突然发现测试环境一条慢sql,就想着分析一下,写写总结。说到优化其实我个人认为是不到不得已还是没有必要的,毕竟除非特别重大的问题,影响了基本操作和体验,平时还是基本的配置也够了,就像《重构:改善代码的既有设计》当你闻到了代码的坏味道才需要重构,毕竟如果一个项目用户量小,并发不高,其实优化跟不优化差距差不了多少,而且有可能改着改着,新的bug就有产生了。但大的项目就不一样了,一点点小小的优化就是指数级别的收益,就像你跑步一样,跑个5公里,10公里,什么都可以不在乎,但是你跑个50公里,衣服鞋子肺活量身体素质,这些都是要考虑的范围。突然让我想起最近边跑马拉松边抽烟那哥们,简直违反生物学,牛顿看了都会直呼惊呆了。
select fo_id, fo.fund_account, fo.order_type, fo.trade_id, fo.order_id, fo.symbol, fo.trade_type, fo.side,
fo.quantity, fo.price, fo.commission, fo.mac_address, fo.trade_time, bo.price book_price, sp.symbol_name, sp.exchange
from ccc fo JOIN aaa sp ON fo.symbol = sp.symbol
JOIN bbb bo ON bo.order_status = '1' and bo.order_id = fo.order_id and bo.cl_order_id = fo.cl_order_id
where 1 = 1 and fo.trade_time >= 1609430400000 and fo.trade_time <= 1702655999999
and fo.broker_account = any('{0014510913T0,0014510911As,0014510911Th,0014510911Ts,0014510913Alpha,100000001Ts,100000001As,100000001Th,0014510910As,0014510910Ts,0014510910Th,0014510921Th,0014510921Ts,0014510219Th,0014510219As,0014510921Ah,0014510219Ts,0014510921As,16654T0,16654Alpha,0321080000016656Th,0321080000016656Ts,0321080000016656As,0014510920Th,0014510920Ts,0014510920As,0014510910Ah,100000001Ah,0014510911Ah,0311020001234597Ah,0014510219Ah,0321080000016656Ah,0014510920Ah,0014510909T0,0014510909Alpha}'::varchar[]
)
ORDER BY fo.trade_time DESC, fo.fund_account, fo.symbol LIMIT 30 OFFSET 0
言归正传,当我看到这条sql的时候,我查了一下发现sql执行用了12s,顿时有点惊呆了,一般的sql大概超过2s就应该优化了,好了我们来分析一下吧。
拿到sql我就想看看表数据量多少
select count(*) from aaa;
6945
select count(*) from bbb;
558729
select count(*) from ccc;
798024
从表数据上面来看,50多万的数据还好,不至于这么差,接下来好好分析一下。
第一个点,但从sql上面我就发现一个点不合理,我之前也喜欢用 where 1=1
觉得后面就是一个条件true,直到后来经过跟别人讨论,有一种可能SQL解析会认为1是一个属性名,完了去表里面找这样就跟写SQL背到而驰了,我们理解可能是认为他就是TRUE,但是回到SQL解析上面又差别不大,去掉1=1之后发现运行速度快了3秒,从某种程度来说还是会影响SQL的执行效率,而且从多表拼接的SQL上面确实发现啊了200毫秒,单表可能看不出什么差距。

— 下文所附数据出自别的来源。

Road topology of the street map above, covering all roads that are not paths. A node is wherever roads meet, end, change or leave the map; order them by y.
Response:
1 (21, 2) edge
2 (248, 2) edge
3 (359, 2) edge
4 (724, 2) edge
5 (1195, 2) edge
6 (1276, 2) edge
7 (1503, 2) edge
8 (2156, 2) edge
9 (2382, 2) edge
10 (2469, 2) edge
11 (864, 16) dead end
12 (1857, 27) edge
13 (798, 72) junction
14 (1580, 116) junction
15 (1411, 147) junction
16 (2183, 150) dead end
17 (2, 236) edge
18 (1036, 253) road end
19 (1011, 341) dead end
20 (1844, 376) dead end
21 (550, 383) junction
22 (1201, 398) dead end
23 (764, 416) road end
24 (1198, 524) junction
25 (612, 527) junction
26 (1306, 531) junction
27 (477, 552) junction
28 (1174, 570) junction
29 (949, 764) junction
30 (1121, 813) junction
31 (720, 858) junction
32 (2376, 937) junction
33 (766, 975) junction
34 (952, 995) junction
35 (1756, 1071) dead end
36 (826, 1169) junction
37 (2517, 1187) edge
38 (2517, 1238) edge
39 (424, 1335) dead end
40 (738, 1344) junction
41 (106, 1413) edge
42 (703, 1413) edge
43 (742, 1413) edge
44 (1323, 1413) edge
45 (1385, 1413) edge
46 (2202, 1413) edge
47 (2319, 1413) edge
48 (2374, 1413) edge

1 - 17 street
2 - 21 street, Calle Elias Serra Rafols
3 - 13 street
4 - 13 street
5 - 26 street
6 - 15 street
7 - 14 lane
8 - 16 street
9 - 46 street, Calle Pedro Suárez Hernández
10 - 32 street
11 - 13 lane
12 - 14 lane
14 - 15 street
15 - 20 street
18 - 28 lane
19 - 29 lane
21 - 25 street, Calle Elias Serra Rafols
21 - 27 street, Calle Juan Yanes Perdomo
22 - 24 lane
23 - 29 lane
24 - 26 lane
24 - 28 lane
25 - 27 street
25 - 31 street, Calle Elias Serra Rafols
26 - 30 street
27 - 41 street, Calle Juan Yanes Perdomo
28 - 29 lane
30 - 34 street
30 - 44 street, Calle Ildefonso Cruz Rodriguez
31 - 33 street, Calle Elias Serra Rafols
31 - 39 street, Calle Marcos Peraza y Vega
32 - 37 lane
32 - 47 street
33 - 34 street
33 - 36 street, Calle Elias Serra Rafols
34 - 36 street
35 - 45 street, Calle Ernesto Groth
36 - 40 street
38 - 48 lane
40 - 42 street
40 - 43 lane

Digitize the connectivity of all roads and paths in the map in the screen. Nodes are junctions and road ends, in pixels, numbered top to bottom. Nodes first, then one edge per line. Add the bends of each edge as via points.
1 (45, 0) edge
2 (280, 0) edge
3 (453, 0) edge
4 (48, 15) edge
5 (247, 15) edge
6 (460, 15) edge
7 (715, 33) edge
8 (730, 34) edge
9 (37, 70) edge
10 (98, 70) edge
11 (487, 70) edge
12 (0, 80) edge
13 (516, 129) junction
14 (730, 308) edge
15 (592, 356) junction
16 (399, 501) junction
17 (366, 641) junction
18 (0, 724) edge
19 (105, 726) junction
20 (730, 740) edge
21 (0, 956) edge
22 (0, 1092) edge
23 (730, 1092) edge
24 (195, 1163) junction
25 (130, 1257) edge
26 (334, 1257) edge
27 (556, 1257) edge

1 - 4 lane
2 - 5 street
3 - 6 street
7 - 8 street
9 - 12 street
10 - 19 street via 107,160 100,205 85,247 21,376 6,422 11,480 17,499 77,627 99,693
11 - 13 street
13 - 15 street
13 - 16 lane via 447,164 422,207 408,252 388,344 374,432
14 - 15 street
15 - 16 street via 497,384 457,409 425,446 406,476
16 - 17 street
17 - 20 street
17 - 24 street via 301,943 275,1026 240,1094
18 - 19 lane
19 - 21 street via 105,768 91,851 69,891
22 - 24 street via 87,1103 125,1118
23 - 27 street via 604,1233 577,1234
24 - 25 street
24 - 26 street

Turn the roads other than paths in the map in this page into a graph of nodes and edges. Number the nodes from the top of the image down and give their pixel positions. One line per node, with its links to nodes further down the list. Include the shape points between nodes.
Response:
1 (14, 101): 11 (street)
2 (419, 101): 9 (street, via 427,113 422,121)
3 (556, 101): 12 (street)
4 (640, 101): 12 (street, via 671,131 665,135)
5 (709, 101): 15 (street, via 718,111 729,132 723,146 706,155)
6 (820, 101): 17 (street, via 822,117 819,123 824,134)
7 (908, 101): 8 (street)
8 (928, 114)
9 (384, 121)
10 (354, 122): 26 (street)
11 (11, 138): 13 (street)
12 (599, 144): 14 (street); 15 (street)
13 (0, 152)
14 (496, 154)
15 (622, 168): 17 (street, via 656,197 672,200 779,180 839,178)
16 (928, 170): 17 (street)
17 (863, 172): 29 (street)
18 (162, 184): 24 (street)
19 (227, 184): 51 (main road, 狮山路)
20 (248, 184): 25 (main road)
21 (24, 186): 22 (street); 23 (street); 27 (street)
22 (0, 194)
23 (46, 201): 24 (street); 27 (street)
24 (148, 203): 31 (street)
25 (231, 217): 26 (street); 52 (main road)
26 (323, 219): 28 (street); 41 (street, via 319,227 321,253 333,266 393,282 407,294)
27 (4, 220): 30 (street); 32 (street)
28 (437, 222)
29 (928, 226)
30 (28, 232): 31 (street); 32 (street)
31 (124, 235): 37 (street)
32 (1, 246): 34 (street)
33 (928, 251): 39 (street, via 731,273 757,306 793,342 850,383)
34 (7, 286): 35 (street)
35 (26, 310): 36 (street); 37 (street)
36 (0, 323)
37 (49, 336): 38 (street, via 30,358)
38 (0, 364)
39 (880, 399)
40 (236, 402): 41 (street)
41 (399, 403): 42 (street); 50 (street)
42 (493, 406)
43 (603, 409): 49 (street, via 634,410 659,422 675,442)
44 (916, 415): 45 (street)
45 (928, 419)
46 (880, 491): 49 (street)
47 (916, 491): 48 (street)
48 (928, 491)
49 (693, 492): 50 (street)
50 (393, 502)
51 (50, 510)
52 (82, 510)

explain analyze select * from ccc where 1= 1 limit 10;
Limit (cost=0.00..0.35 rows=10 width=289) (actual time=0.017..0.020 rows=10 loops=1)
-> Seq Scan on ccc (cost=0.00..27920.00 rows=798300 width=289) (actual time=0.016..0.018 rows=10 loops=1)
Planning time: 0.150 ms
Execution time: 0.057 ms
explain analyze select * from ccc limit 10;
Limit (cost=0.00..0.35 rows=10 width=289) (actual time=0.020..0.023 rows=10 loops=1)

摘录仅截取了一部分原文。